CDL drivers: DOT medical card rules change significantly May 1

Posted February 6, 2014 at 6:00 am

By Julie Ann Madden

Currently, commercial drivers can have their DOT Medical Cards renewed by having examinations by a variety of doctors, chiropractors and physician assistants.

Soon, only certified medical personnel will be able to conduct CDL drivers’ Medical Card physicals.

Area truck drivers, farmers and school bus drivers will not have to go far to find certified medical examiners though.

Akron Mercy Medical Clinic medical staff has completed the course work and is just waiting to take the examinations for certification.

Dr. David Wolff, Dr. Cindie Wolff, Dr. Allison Schoenfelder and Physician’s Assistant Paul Niles will have the medical examiners certification by May 1 when the law change goes into effect.

But the law didn’t just change who can administer the physicals, it changed the examination process.

Any driver with any kind of chronic illness or medical problem such as diabetes, hypertension, sleep apnea will need to provide certain medical documents at the time of the DOT physical examination.

Otherwise, they may be disqualified to drive — sometimes the disqualification is immediate, said Dr. Cindie Wolff.

For example, a driver with sleep apnea had been able to just tell the doctor he or she used their CPAC machine nightly and had no problems.

With the new law, the driver has to download the last three months of data from his/her machine. The data also must show a minimum percentage of usage.

“I actually have to have that download in my hand or I cannot certify them for the DOT physical,” said Dr. Cindie Wolff. “If I can’t certify them, it may mean they can’t drive when they leave our office.”

There are similar requirements for other chronic diseases — some include reports from specialists such as cardiologists.
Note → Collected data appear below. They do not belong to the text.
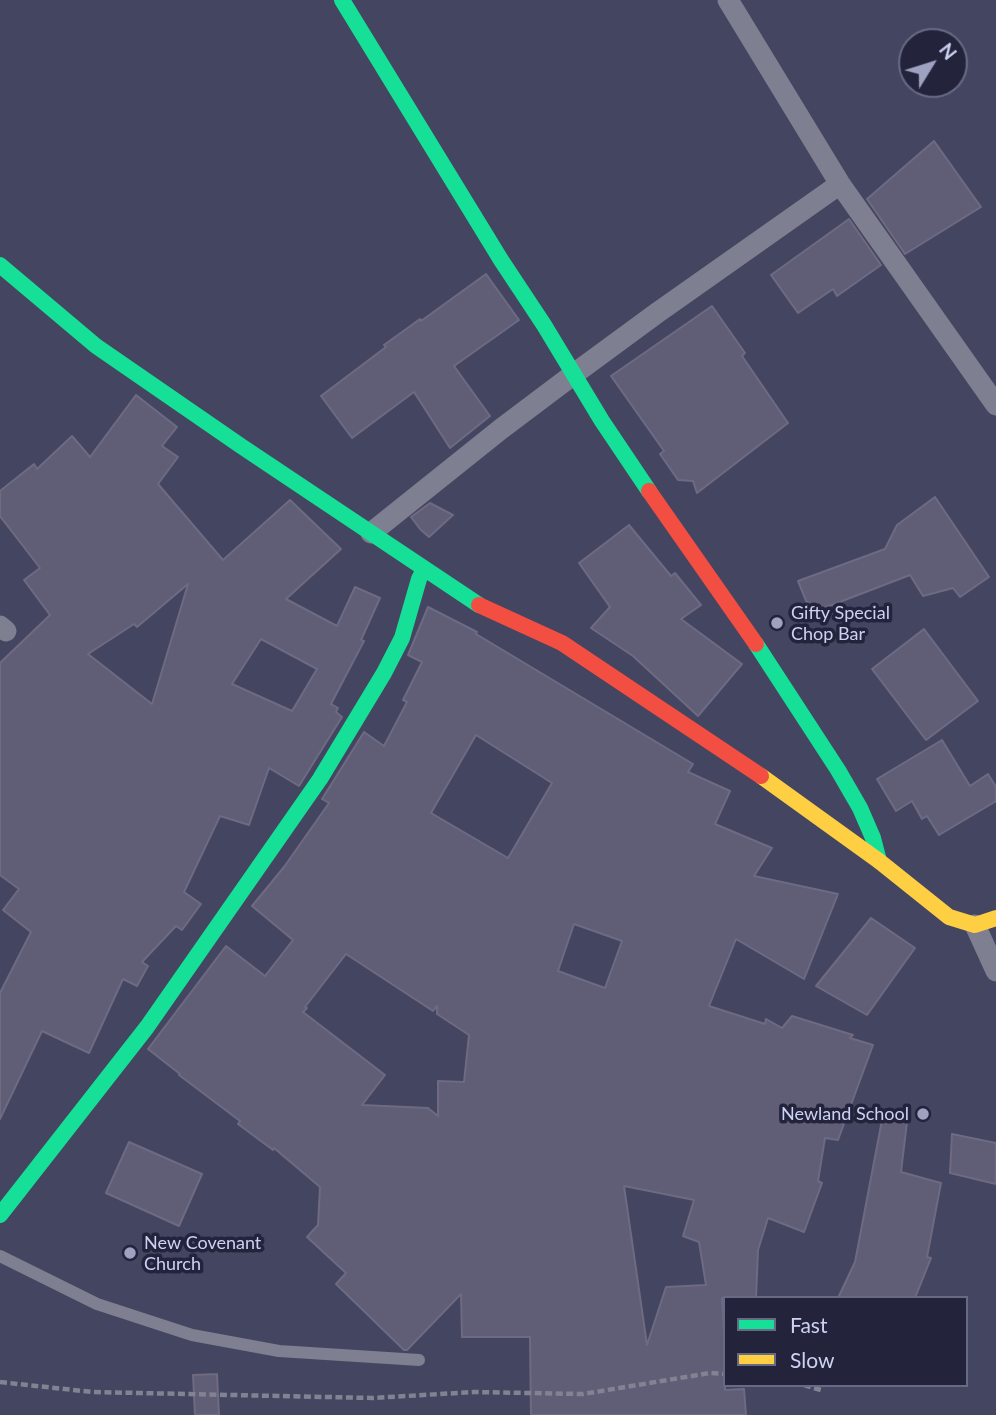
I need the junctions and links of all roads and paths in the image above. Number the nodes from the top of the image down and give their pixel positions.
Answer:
1 (342, 0) edge
2 (728, 0) edge
3 (840, 184) junction
4 (0, 265) edge
5 (574, 374) junction
6 (996, 405) edge
7 (371, 533) junction
8 (424, 569) junction
9 (878, 861) junction
10 (996, 918) edge
11 (975, 925) junction
12 (996, 971) edge
13 (0, 1215) edge
14 (0, 1256) edge
15 (419, 1360) dead end
16 (723, 1374) edge
17 (0, 1382) edge
18 (811, 1387) edge
19 (824, 1391) dead end

1 - 5 street
2 - 3 street
3 - 5 street
3 - 6 street
4 - 7 street
5 - 7 street
5 - 9 street
7 - 8 street
8 - 9 street
8 - 13 street
9 - 11 street
10 - 11 street
11 - 12 street
14 - 15 lane
16 - 17 path
18 - 19 path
“If drivers wait until the last moment, they may not be able to find a certified medical examiner or get into one before their card expires or they may not be able to get the documents they need by the time of the DOT physical,” said Dr. Cindie Wolff.

Wolff worries area farmers who have chronic medical problems may not be aware of this and will not be able to drive when it comes time for hauling livestock and crops to market.

“All of this is trying to make the roads safer, make the drivers safer, making the doctors do a better job to let the right people pass and for the right length of time,” she said, explaining the DOT Medical Card has always been issued for two years but now some may expire in just a year. “Because of the new regulations, I can’t tell you which ones will be affected. Everyone will be different — according to their medical conditions.”

“We want safe drivers on the road. On the other hand, for the drivers the exam is going to be much more rigorous,” said Wolff.

“We have a whole book of regulations. Some of the things that will be required of them will need time to be completed.”

“We’re suggesting people — if they have any chronic illness at all, they go to their doctor ahead of time — a month or so before their DOT medical card expires,” she said. “A pre-visit to find out what they need to get so they can get all their paperwork in order. Then they can pass their DOT physical with no problems rather than just go in for the DOT physical and we have to disqualify them.”

“Our concern is just getting people to know ahead of time, especially this first year of new regulations,” said Wolff.